Interview: Unlearn.AI - AI in the Life Sciences 2020

Charles Fisher,

Founder and CEO,

Unlearn.AI

"You can cut the number of patients by half, because you are running a trial in which every single patient who enrolls receives the experimental therapy, and you are using a computer simulation to provide the control group."

What are digital twins and what are the ways in which Unlearn.AI is using this concept to address weaknesses in how clinical trials are conducted?
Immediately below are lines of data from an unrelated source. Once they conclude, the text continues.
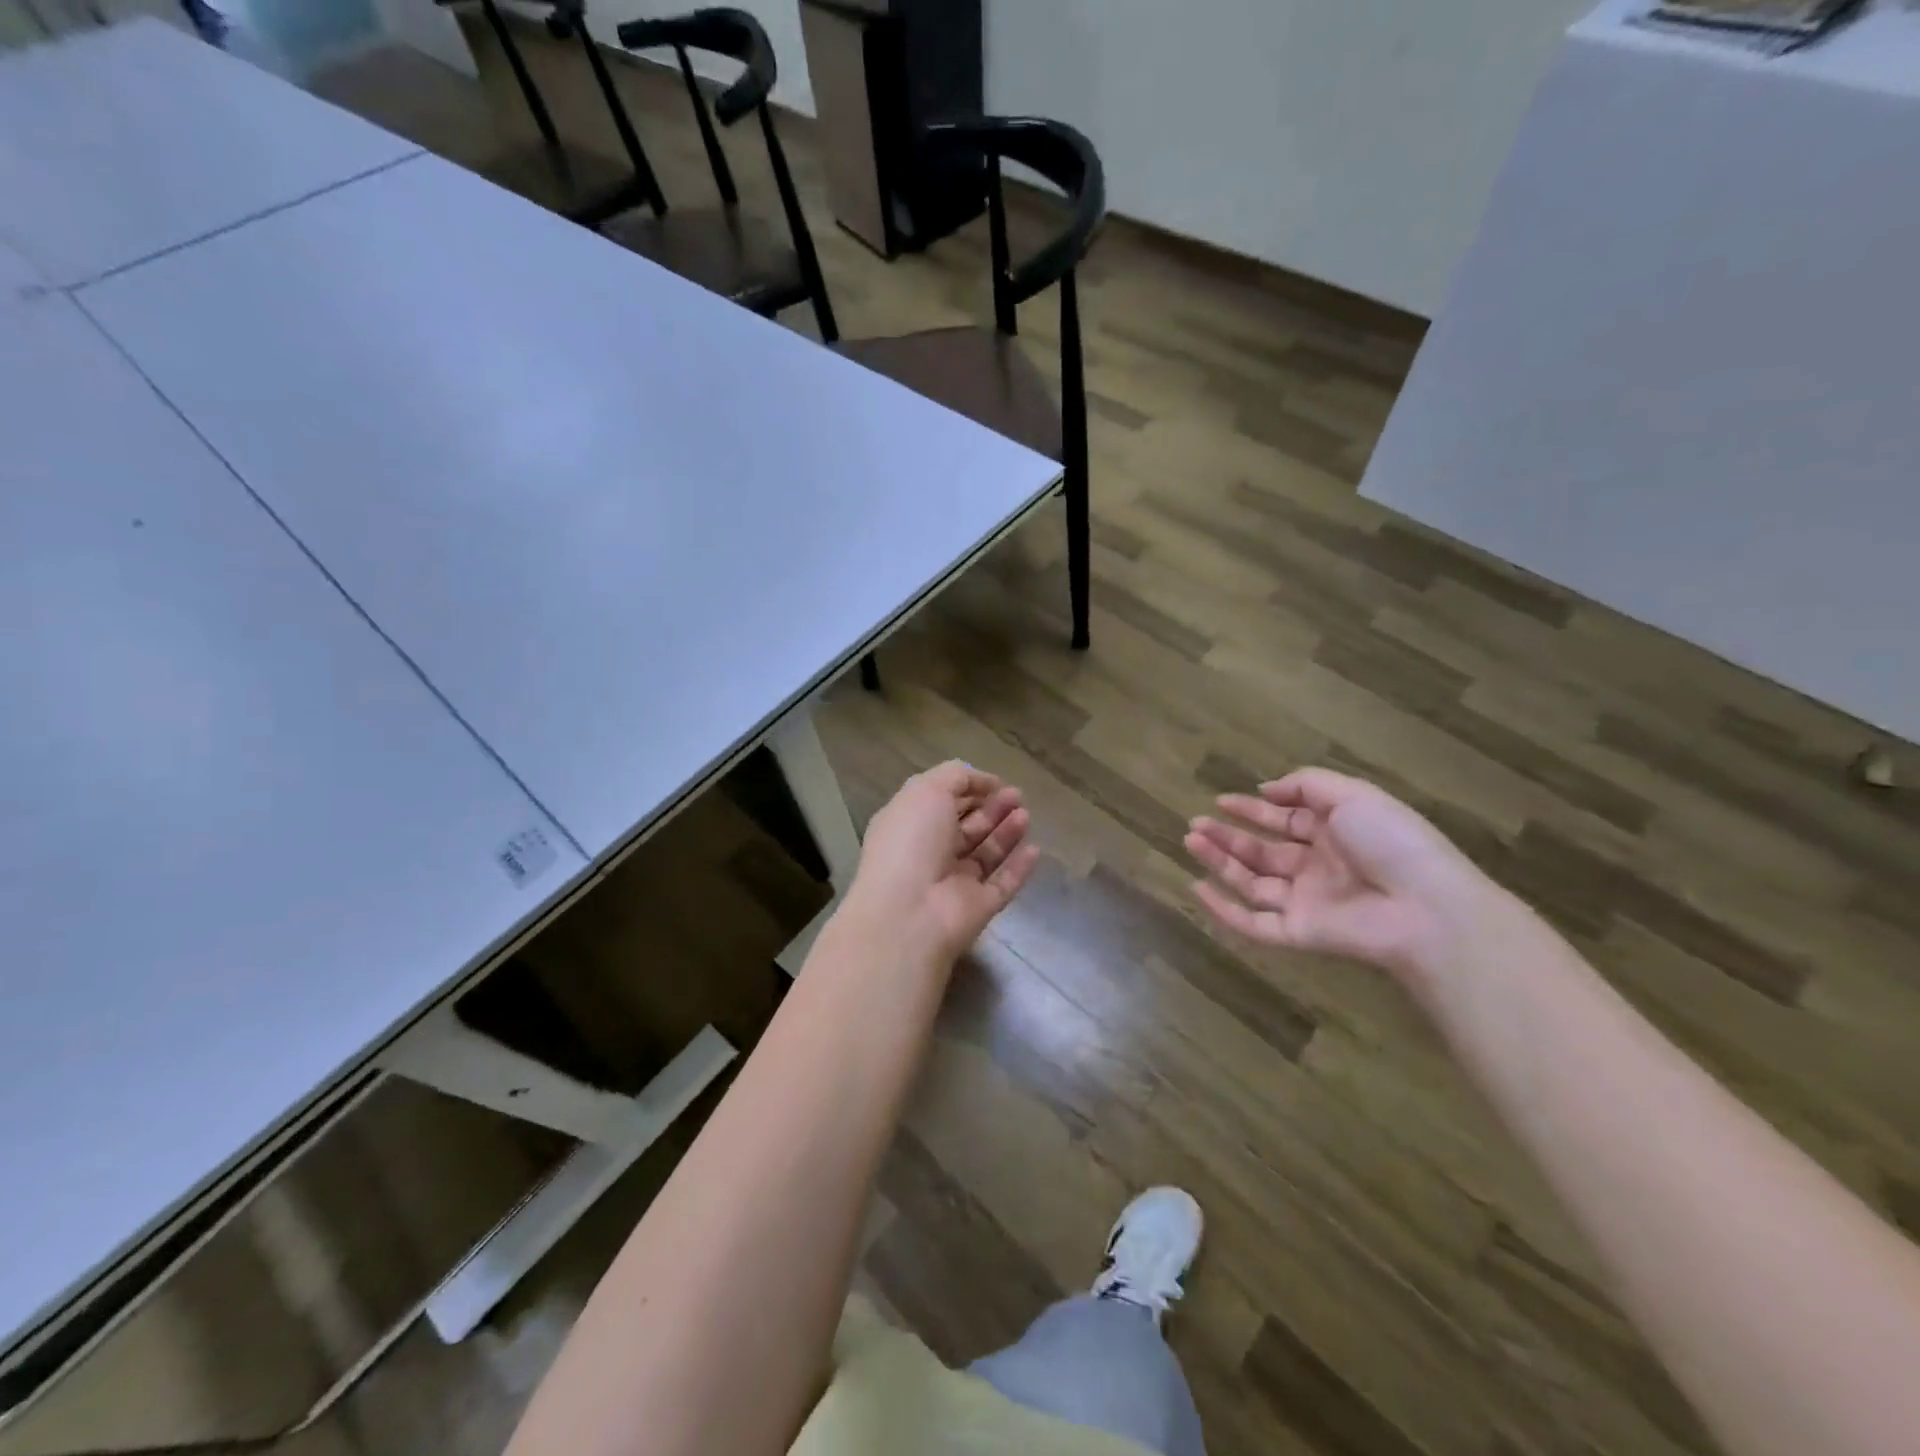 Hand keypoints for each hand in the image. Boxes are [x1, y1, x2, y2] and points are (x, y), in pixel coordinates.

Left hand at [843, 761, 1040, 967]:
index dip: (967, 790)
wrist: (909, 913)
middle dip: (992, 809)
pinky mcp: (977, 908)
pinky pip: (1002, 884)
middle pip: (966, 828)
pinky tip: (1035, 849)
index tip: (994, 782)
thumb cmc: (911, 842)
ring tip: (1026, 814)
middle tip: (1017, 795)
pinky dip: (1018, 867)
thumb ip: (956, 777)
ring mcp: (954, 884)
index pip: (941, 803)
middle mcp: (930, 854)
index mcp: (910, 825)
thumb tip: (984, 782)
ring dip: (1006, 833)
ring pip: (986, 854)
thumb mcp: (927, 790)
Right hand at [1186, 767, 1499, 980]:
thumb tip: (1266, 789)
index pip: (1285, 820)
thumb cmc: (1393, 842)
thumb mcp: (1354, 795)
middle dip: (1228, 836)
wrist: (1427, 909)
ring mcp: (1306, 903)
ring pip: (1251, 882)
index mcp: (1334, 834)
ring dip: (1220, 862)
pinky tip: (1198, 888)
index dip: (1253, 809)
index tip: (1220, 800)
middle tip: (1195, 824)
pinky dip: (1223, 910)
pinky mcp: (1297, 934)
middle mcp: (1317, 868)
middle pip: (1262, 851)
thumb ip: (1307, 784)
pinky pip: (1253, 924)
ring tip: (1191, 841)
A digital twin is a concept that is used all the time in engineering and other kinds of applications. The idea applied in engineering is that if you are building a device, you would simultaneously create a computer simulation of that device, where you could simulate different conditions. If you are building an engine, you might want to know what would happen if you were to rev an engine up to very high rpm's. You would want to be able to do experiments on the computer that you would not want to do on the physical device, because you risk damaging it. The idea Unlearn has is very similar. When a patient enrolls in a clinical trial, we create a computer simulation of that patient. That enables us to ask, what would happen to a particular patient if they were to receive a placebo. Every clinical trial is a comparison between an outcome that would happen if a patient receives a new treatment and an alternative outcome, that would happen if the patient were to receive a placebo or some other control. What we do is take the patient and give them the experimental treatment and you observe what happens. Then we take the digital twin of that patient and we predict what would have happened if that patient had received a placebo or control. Then you can do the comparison between the observed and predicted potential outcomes to determine if that treatment was effective for that particular patient. This enables us to then run clinical trials that require fewer people being randomized to control groups.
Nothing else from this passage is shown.